A possibilidade de Kevin Hassett assumir a presidência do Federal Reserve e Scott Bane acumular funções no Tesouro e no Conselho Econômico Nacional acendeu uma nova narrativa nos mercados globais: haveria risco de concentração excessiva de poder na estratégia econômica dos Estados Unidos?
Para Fabio Fares, especialista em análise macro, a resposta é direta: não.
Em entrevista à BM&C News, Fares afirma que o alarde em torno da sucessão no Fed faz parte do jogo de narrativas, mas não representa uma ameaça real à independência do comitê, e muito menos à condução da política monetária dos EUA.
“O Fed é uma democracia: o presidente tem só um voto”
Questionado sobre a preocupação do mercado com a influência de Donald Trump nas escolhas para o comando do banco central americano, Fares minimiza:
“O presidente do Fed tem um voto.

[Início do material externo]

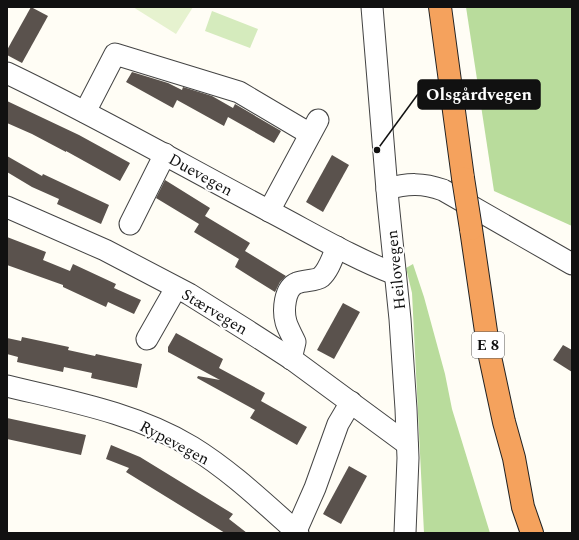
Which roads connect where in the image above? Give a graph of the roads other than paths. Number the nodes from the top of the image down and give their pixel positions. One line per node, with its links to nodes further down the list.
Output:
1 (372, 7): 6 (street, Heilovegen)
2 (440, 7): 19 (highway, E 8, bridge)
3 (7, 73): 4 (street, Duevegen)
4 (85, 112): 5 (street, Duevegen); 8 (street)
5 (165, 154): 8 (street, Duevegen); 9 (street)
6 (387, 188): 11 (street); 12 (street, Heilovegen)
7 (7, 207): 13 (street, Stærvegen)
8 (269, 210): 10 (street, Duevegen)
9 (130, 224)
10 (338, 247): 12 (street, Duevegen); 15 (street)
11 (572, 264)
12 (395, 274): 18 (street, Heilovegen)
13 (176, 288): 14 (street); 15 (street, Stærvegen)
14 (147, 339)
15 (291, 359): 17 (street, Stærvegen)
16 (7, 386): 20 (street, Rypevegen)
17 (351, 402): 18 (street, Stærvegen); 20 (street)
18 (407, 444): 21 (street, Heilovegen)
19 (514, 458): 22 (highway, E 8); 23 (highway, E 8)
20 (297, 532)
21 (405, 533)
22 (532, 533)
23 (545, 533)

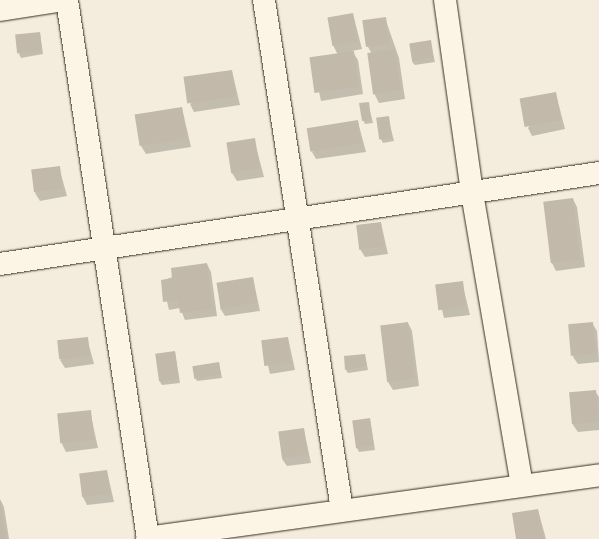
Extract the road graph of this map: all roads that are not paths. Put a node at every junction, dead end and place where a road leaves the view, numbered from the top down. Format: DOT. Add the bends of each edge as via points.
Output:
graph roads {
  1 [pos="63,0"];
  2 [pos="67,0"];
  3 [pos="264,0"];
  4 [pos="445,0"];
  5 [pos="0,10"];
  6 [pos="599,173"];
  7 [pos="472,193"];
  8 [pos="298,219"];
  9 [pos="104,249"];
  10 [pos="0,264"];
  11 [pos="599,475"];
  12 [pos="522,485"];
  13 [pos="342,510"];
  14 [pos="148,538"];
  1 -- 5 [label="street"];
  2 -- 9 [label="street"];
  3 -- 8 [label="street"];
  4 -- 7 [label="street"];
  6 -- 7 [label="street"];
  7 -- 8 [label="street"];
  7 -- 12 [label="street"];
  8 -- 9 [label="street"];
  8 -- 13 [label="street"];
  9 -- 10 [label="street"];
  9 -- 14 [label="street"];
  11 -- 12 [label="street"];
  12 -- 13 [label="street"];
  13 -- 14 [label="street"];
}
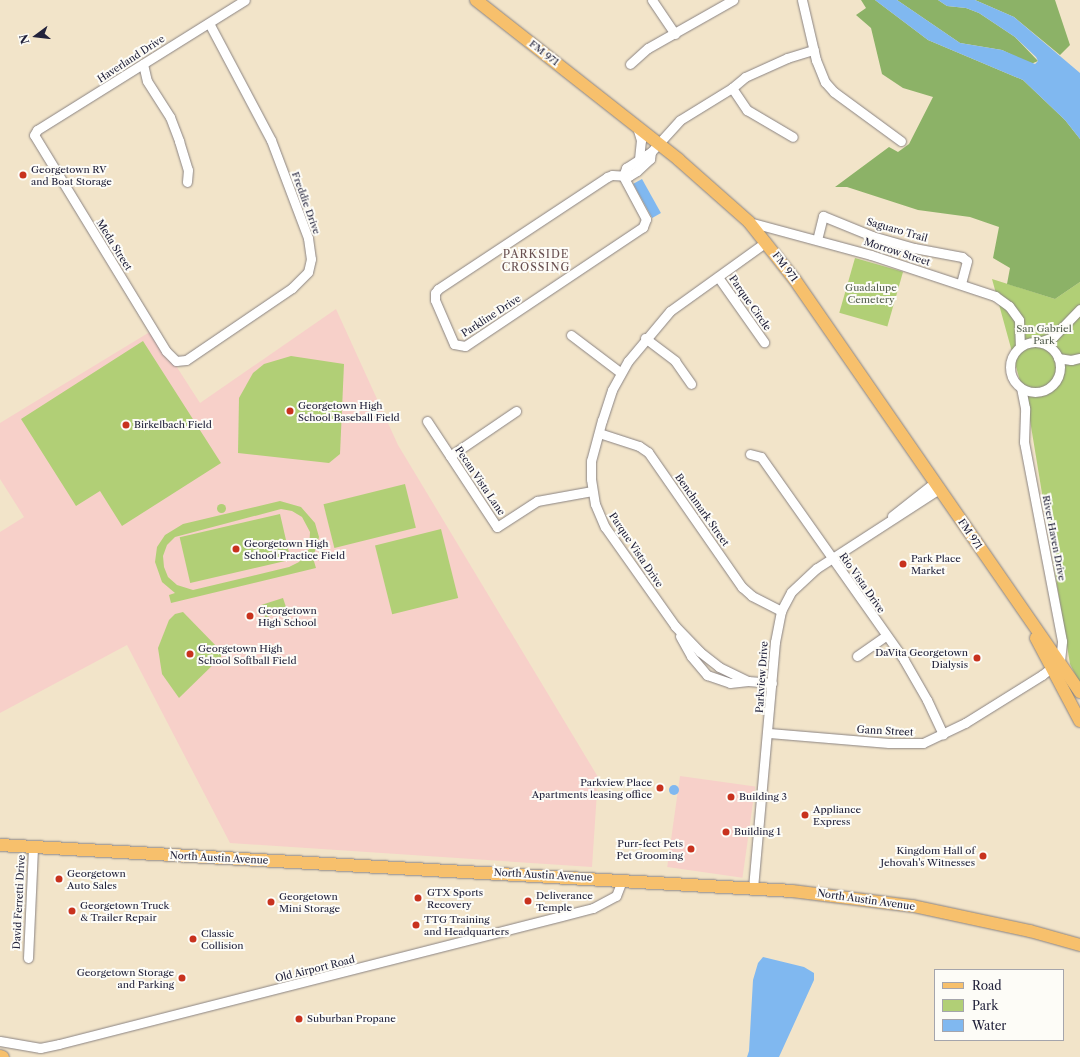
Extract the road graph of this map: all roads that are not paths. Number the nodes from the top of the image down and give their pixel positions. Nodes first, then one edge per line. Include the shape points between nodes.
1 (245, 0) edge
2 (476, 0) edge
3 (652, 0) edge
4 (733, 0) edge
5 (802, 0) edge
6 (209, 23) junction
7 (674, 34) junction
8 (814, 50) junction
9 (144, 64) junction
10 (630, 64) dead end
11 (732, 88) junction
12 (637, 127) junction
13 (793, 137) dead end
14 (34, 139) joint
15 (901, 141) dead end
16 (655, 148) junction
17 (639, 158) junction
18 (623, 176) junction
19 (187, 182) dead end
20 (749, 222) junction
21 (818, 240) junction
22 (766, 242) junction
23 (718, 277) junction
24 (961, 283) junction
25 (1080, 309) edge
26 (1021, 329) junction
27 (570, 335) dead end
28 (1054, 337) junction
29 (645, 338) junction
30 (764, 342) dead end
31 (1037, 342) junction
32 (1020, 346) junction
33 (1056, 354) junction
34 (1080, 358) edge
35 (1071, 360) junction
36 (176, 361) joint
37 (1060, 370) junction
38 (620, 372) junction
39 (691, 384) dead end
40 (1021, 388) junction
41 (1035, 392) junction
42 (1025, 408) junction
43 (516, 411) dead end
44 (427, 421) dead end
45 (599, 433) junction
46 (750, 454) dead end
47 (450, 456) junction
48 (937, 486) junction
49 (592, 491) junction
50 (832, 558) junction
51 (781, 611) junction
52 (675, 626) junction
53 (886, 636) junction
54 (857, 656) dead end
55 (1056, 665) junction
56 (748, 681) junction
57 (772, 683) junction
58 (1080, 692) edge
59 (1080, 721) edge
60 (769, 732) junction
61 (943, 735) junction
62 (0, 845) edge
63 (33, 847) junction
64 (622, 880) junction
65 (753, 888) junction
66 (1080, 945) edge
67 (28, 958) dead end
68 (0, 1041) edge

1 - 6 street, Haverland Drive
2 - 12 main road, FM 971 / FM 971
3 - 7 street
4 - 7 street
5 - 8 street
6 - 9 street, Haverland Drive
6 - 36 street, Freddie Drive via 271,140 308,238 311,259 308,272 292,288 186,360
7 - 10 street via 648,48
8 - 11 street via 750,74
8 - 15 street via 820,73 834,92
9 - 14 street, Haverland Drive via 37,130
9 - 19 street via 147,80 170,117 179,141 188,170
11 - 13 street via 747,110
11 - 16 street via 680,120
12 - 16 main road, FM 971 / FM 971
12 - 17 street via 641,140
14 - 36 street, Meda Street via 166,351
16 - 17 street
16 - 18 street, Parkline Drive via 644,166 629,176
16 - 20 main road, FM 971 / FM 971
17 - 18 street via 626,168
18 - 18 street, Parkline Drive via 634,202 644,216 646,222 643,227 465,346 454,344 435,300 438,289 607,177
20 - 21 street, Morrow Street
20 - 22 main road, FM 971 / FM 971
21 - 24 street, Morrow Street
21 - 24 street, Saguaro Trail via 823,216 872,236 914,248 962,257 967,261
22 - 23 street, Parque Vista Drive
22 - 48 main road, FM 971 / FM 971
23 - 29 street, Parque Vista Drive via 670,310
23 - 30 street, Parque Circle
24 - 26 street, Morrow Street via 1000,299 1019,320
25 - 28 street
26 - 31 street, Morrow Street
26 - 32 street, Morrow Street
27 - 38 street
28 - 31 street
28 - 33 street
29 - 38 street, Parque Vista Drive
29 - 39 street via 675,361
31 - 32 street
31 - 33 street
32 - 40 street via 1010,362 1010,372
33 - 35 street
33 - 37 street
34 - 35 street
35 - 37 street
37 - 41 street via 1051,386
38 - 45 street, Parque Vista Drive
40 - 41 street
40 - 42 street, River Haven Drive
41 - 42 street
42 - 55 street, River Haven Drive via 1024,442 1062,641
43 - 47 street
44 - 47 street, Pecan Vista Lane
45 - 49 street, Parque Vista Drive via 591,461
45 - 51 street, Benchmark Street via 639,446 648,452 742,587 752,596
46 - 50 street, Rio Vista Drive via 761,457
47 - 49 street, Pecan Vista Lane via 497,527 537,501
48 - 50 street, Parkview Drive via 906,512 888,520
48 - 55 main road, FM 971 / FM 971
49 - 52 street, Parque Vista Drive via 598,514
50 - 51 street, Parkview Drive via 797,585
50 - 53 street, Rio Vista Drive
51 - 57 street, Parkview Drive via 775,642
52 - 56 street, Parque Vista Drive via 707,658
52 - 56 street, Parque Vista Drive via 691,656 706,675 730,683
53 - 54 street
53 - 61 street, Rio Vista Drive via 918,683
55 - 58 main road, FM 971 / FM 971
55 - 59 main road, FM 971 / FM 971
55 - 61 street, Gann Street
56 - 57 street, Parque Vista Drive
57 - 60 street, Parkview Drive
60 - 61 street, Gann Street via 905,744 923,743
60 - 65 street, Parkview Drive
62 - 63 main road, North Austin Avenue
63 - 64 main road, North Austin Avenue
63 - 67 street, David Ferretti Drive
64 - 65 main road, North Austin Avenue
64 - 68 street, Old Airport Road via 616,896 593,908 350,971 40,1048
65 - 66 main road, North Austin Avenue via 913,906 1030,931

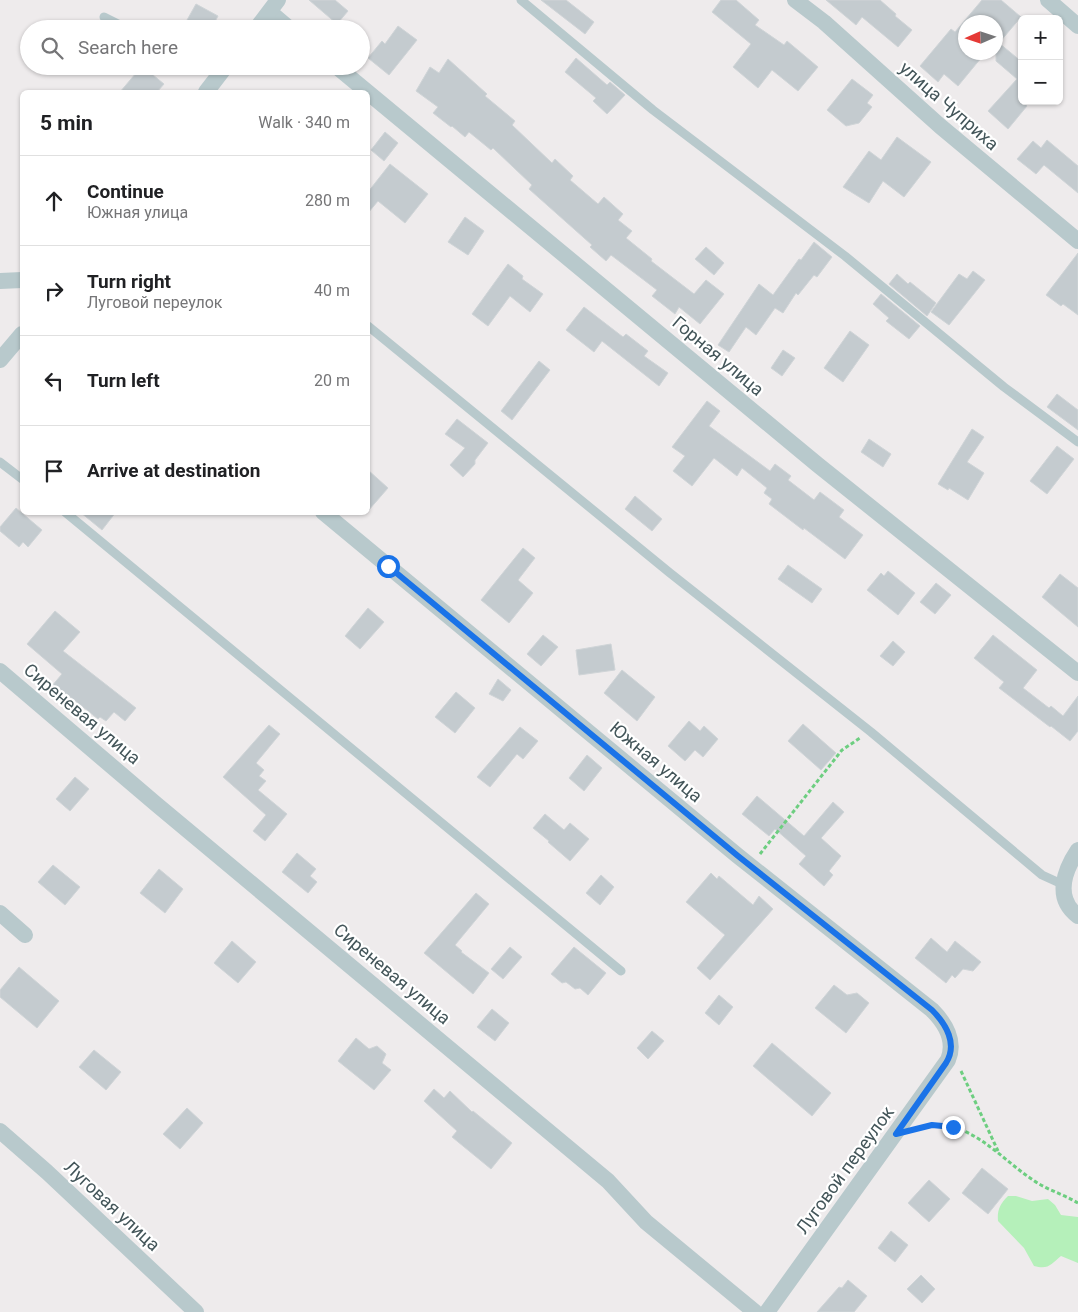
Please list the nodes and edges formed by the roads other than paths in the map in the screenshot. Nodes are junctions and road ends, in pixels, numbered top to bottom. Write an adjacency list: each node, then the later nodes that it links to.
1 (521, 0): 21 (lane)
2 (795, 0): 15 (street, улица Чуприха)
3 (1048, 0): 9 (street)
4 (274, 6): 7 (street); 8 (street)
5 (104, 17): 6 (lane)
6 (110, 20)
7 (263, 20)
8 (284, 20)
9 (1078, 26)
10 (220, 75): 12 (street)
11 (347, 75): 13 (street, Горная улица)
12 (208, 90)
13 (365, 90)
14 (370, 94): 27 (street, Горная улица)
15 (1078, 241)
16 (20, 280): 17 (street)
17 (0, 281)
18 (370, 328): 29 (lane)
19 (20, 336): 20 (street)
20 (0, 360)
21 (1078, 442)
22 (0, 462): 23 (lane)
23 (20, 478)
24 (69, 515): 33 (lane)
25 (327, 515): 34 (street, Южная улица)
26 (0, 671): 37 (street, Сиреневая улица)
27 (1078, 672)
28 (1078, 850): 29 (street)
29 (1064, 885): 31 (street)
30 (0, 913): 32 (street)
31 (1078, 916)
32 (25, 935)
33 (621, 971)
34 (951, 1050): 38 (street, Луговой переулок)
35 (0, 1131): 36 (street, Луговая улица)
36 (196, 1312)
37 (755, 1312)
38 (767, 1312)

Ele precisa convencer pelo menos outros seis para ter maioria. Não vejo perigo nenhum.”
Ele lembra que, apesar de figuras como Hassett serem apelidadas de “Trump boy” por parte do mercado, não há como um único nome dominar a tomada de decisão do FOMC, que reúne 12 membros votantes.
Para Fares, trata-se de um exagero alimentado pela “era das narrativas e do clickbait”, semelhante ao que ocorreu no Brasil na virada do ano, quando Gabriel Galípolo assumiu o Banco Central sob receio de interferência política:
“O medo era gigantesco e hoje todo mundo está surpreso com a postura extremamente profissional dele.”
A metáfora serve para reforçar a visão do estrategista:
“Trump faz o que qualquer governo faz. E isso não muda a política monetária americana.”
Cortes de juros: “ADP mostrou o que realmente importa”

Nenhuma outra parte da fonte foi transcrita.